### Task objective
Copy each line from the entries that the word "dead" appears in.

[Stored items]

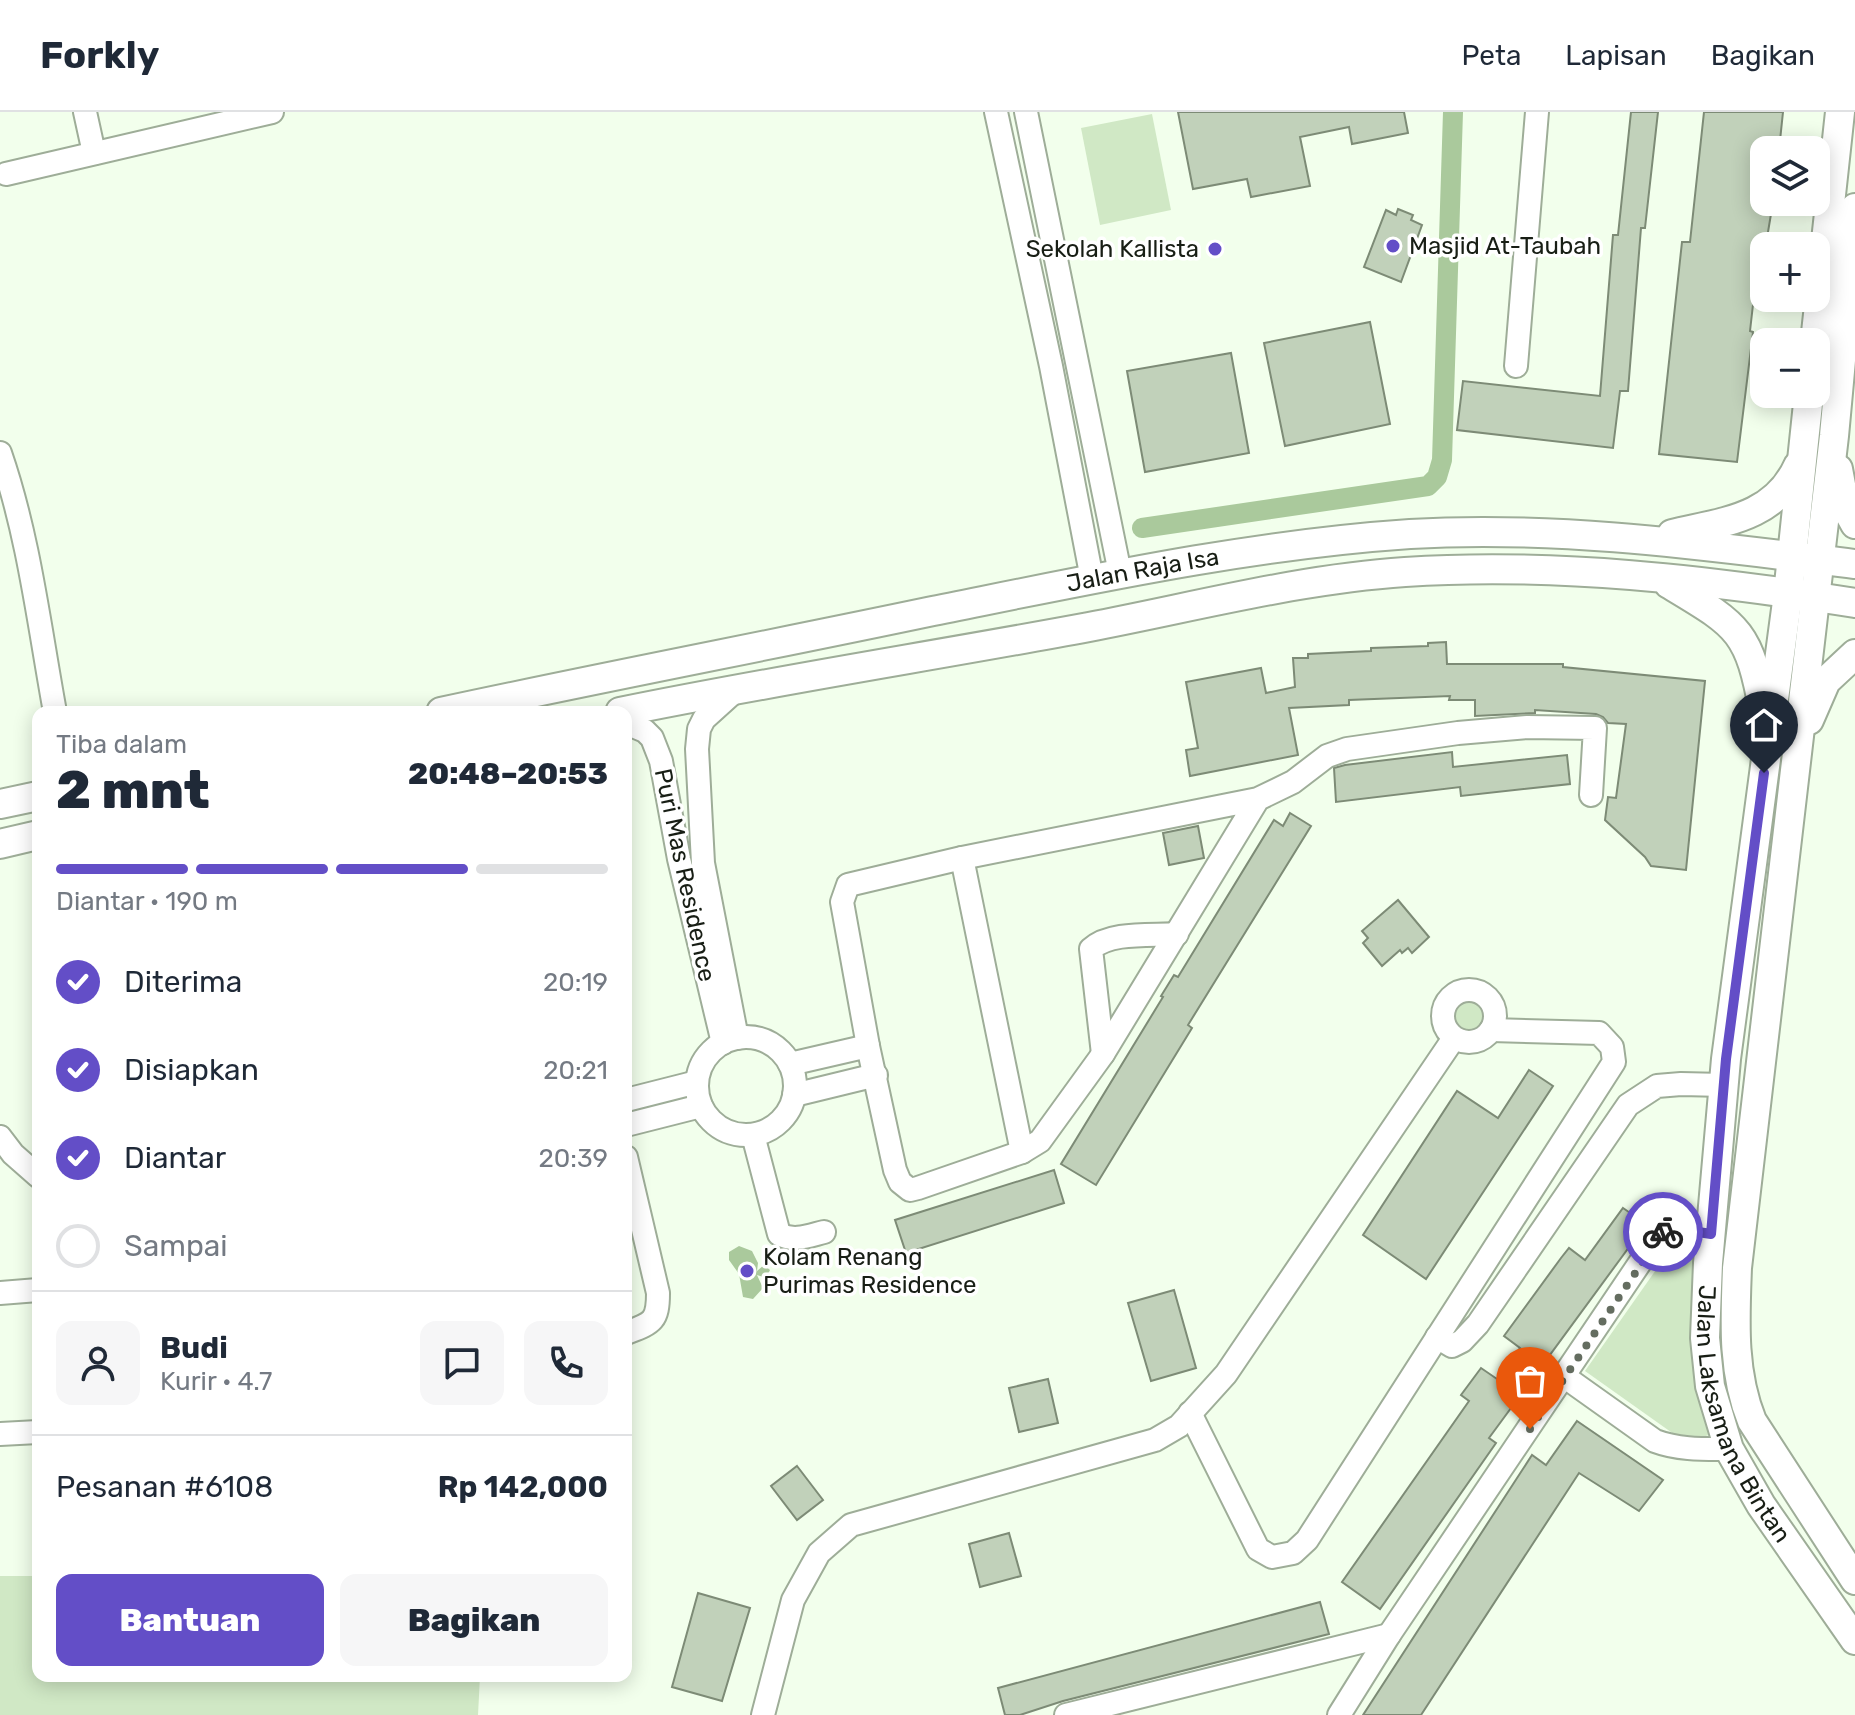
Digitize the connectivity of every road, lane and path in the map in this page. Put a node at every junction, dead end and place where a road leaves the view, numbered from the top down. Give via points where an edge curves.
1 (85, 112) edge
2 (272, 112) edge
3 (996, 112) edge
4 (1026, 112) edge
5 (1537, 112) edge
6 (1840, 112) edge
7 (233, 116) edge
8 (94, 153) junction
9 (6, 174) dead end
10 (1855, 208) edge
11 (1817, 328) edge
12 (1078, 361) junction
13 (1051, 366) junction
14 (1516, 366) dead end
15 (1808, 408) edge
16 (1834, 436) junction
17 (0, 453) edge
18 (1803, 455) junction
19 (1855, 524) edge
20 (1652, 540) junction
21 (1790, 557) junction
22 (1819, 560) junction
23 (1855, 564) edge
24 (1106, 576) junction
25 (1659, 577) junction
26 (1802, 595) junction
27 (1855, 603) edge
28 (1855, 654) edge
29 (739, 687) junction
30 (54, 706) edge
31 (473, 706) edge
32 (632, 709) edge
33 (632, 726) edge
34 (1768, 741) junction
35 (1797, 751) junction
36 (1591, 795) dead end
37 (32, 797) edge
38 (1258, 799) junction
39 (0, 804) edge
40 (32, 836) edge
41 (0, 844) edge
42 (962, 858) junction
43 (1177, 934) junction
44 (1731, 1023) junction
45 (1763, 1029) junction
46 (1491, 1030) junction
47 (1454, 1038) junction
48 (730, 1041) junction
49 (868, 1046) junction
50 (1103, 1054) junction
51 (790, 1064) junction
52 (876, 1075) junction
53 (697, 1082) junction
54 (1724, 1085) junction
55 (794, 1095) junction
56 (632, 1098) edge
57 (701, 1106) junction
58 (632, 1123) edge
59 (753, 1135) junction
60 (4, 1148) edge
61 (1022, 1152) junction
62 (32, 1171) edge
63 (632, 1182) edge
64 (824, 1232) dead end
65 (1711, 1234) junction
66 (32, 1290) edge
67 (0, 1293) edge
68 (632, 1330) edge
69 (1437, 1337) junction
70 (1565, 1377) junction
71 (1190, 1413) junction
72 (32, 1432) edge
73 (0, 1434) edge
74 (1729, 1449) junction
75 (1855, 1580) edge
76 (1389, 1635) junction
77 (1855, 1640) edge
78 (763, 1715) edge
79 (1066, 1715) edge
80 (1339, 1715) edge

1 - 8 street
2 - 7 street
3 - 13 street
4 - 12 street
5 - 14 street
6 - 11 main road
7 - 8 street
8 - 9 street
10 - 16 main road
12 - 13 street
12 - 24 street
13 - 24 street
15 - 18 main road
16 - 19 main road via 1839,482
16 - 22 main road
17 - 30 street via 26,542
18 - 20 main road via 1772,502 1735,520
18 - 21 main road
20 - 21 main road, Jalan Raja Isa
20 - 24 main road, Jalan Raja Isa via 1413,534 1241,552
21 - 22 main road, Jalan Raja Isa
21 - 26 main road
22 - 23 main road, Jalan Raja Isa
22 - 26 main road
24 - 31 main road, Jalan Raja Isa
25 - 26 main road, Jalan Raja Isa
25 - 29 main road, Jalan Raja Isa via 1506,569 1355,577
25 - 34 main road via 1713,610 1742,636 1756,668
26 - 27 main road, Jalan Raja Isa
26 - 34 main road, Jalan Laksamana Bintan
26 - 35 main road, Jalan Laksamana Bintan
28 - 35 main road via 1826,681
29 - 32 main road, Jalan Raja Isa
29 - 48 street, Puri Mas Residence via 704,719 697,749 703,863
33 - 48 street, Puri Mas Residence via 652,738 661,761 679,859
34 - 44 main road, Jalan Laksamana Bintan
35 - 45 main road, Jalan Laksamana Bintan
36 - 38 street via 1595,728 1527,727 1335,752
37 - 39 main road
38 - 42 street
38 - 43 street
40 - 41 main road
42 - 49 street via 848,885 844,891
42 - 61 street
43 - 50 street
43 - 50 street via 1118,938 1091,949
44 - 45 main road
44 - 54 main road, Jalan Laksamana Bintan
45 - 75 main road, Jalan Laksamana Bintan via 1737,1268 1734,1326 1740,1378 1745,1404 1765,1444
46 - 47 street via 1470,1042
46 - 47 street via 1495,1014 1489,999 1465,989 1444,1006 1443,1024
46 - 69 street via 1599,1033 1612,1047 1614,1062
47 - 71 street via 1226,1374
48 - 51 street via 749,1037 773,1045
48 - 53 street via 705,1059
49 - 51 street
49 - 52 street
50 - 61 street via 1047,1133
51 - 55 street
52 - 55 street
52 - 61 street via 895,1170 910,1190
53 - 56 street
53 - 57 street
54 - 65 main road, Jalan Laksamana Bintan
54 - 69 street via 1657,1086 1628,1105 1478,1324 1452,1346
55 - 59 street via 772,1128
57 - 58 street
57 - 59 street via 722,1129
59 - 64 street via 779,1234 799,1239
60 - 62 street
63 - 68 street via 658,1293 658,1314
65 - 70 street via 1679,1229 1660,1233
65 - 74 main road, Jalan Laksamana Bintan via 1707,1369
66 - 67 street
69 - 71 street via 1307,1540 1284,1556 1272,1557 1258,1549
70 - 74 street via 1655,1441 1689,1449
70 - 76 street
71 - 78 street via 1155,1440 851,1525 819,1553 793,1600
72 - 73 street
74 - 77 main road, Jalan Laksamana Bintan via 1761,1505
76 - 79 street
76 - 80 street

### Finished task
Digitize the connectivity of every road, lane and path in the map in this page. Put a node at every junction, dead end and place where a road leaves the view, numbered from the top down. Give via points where an edge curves.
9 (6, 174) dead end
14 (1516, 366) dead end
36 (1591, 795) dead end
64 (824, 1232) dead end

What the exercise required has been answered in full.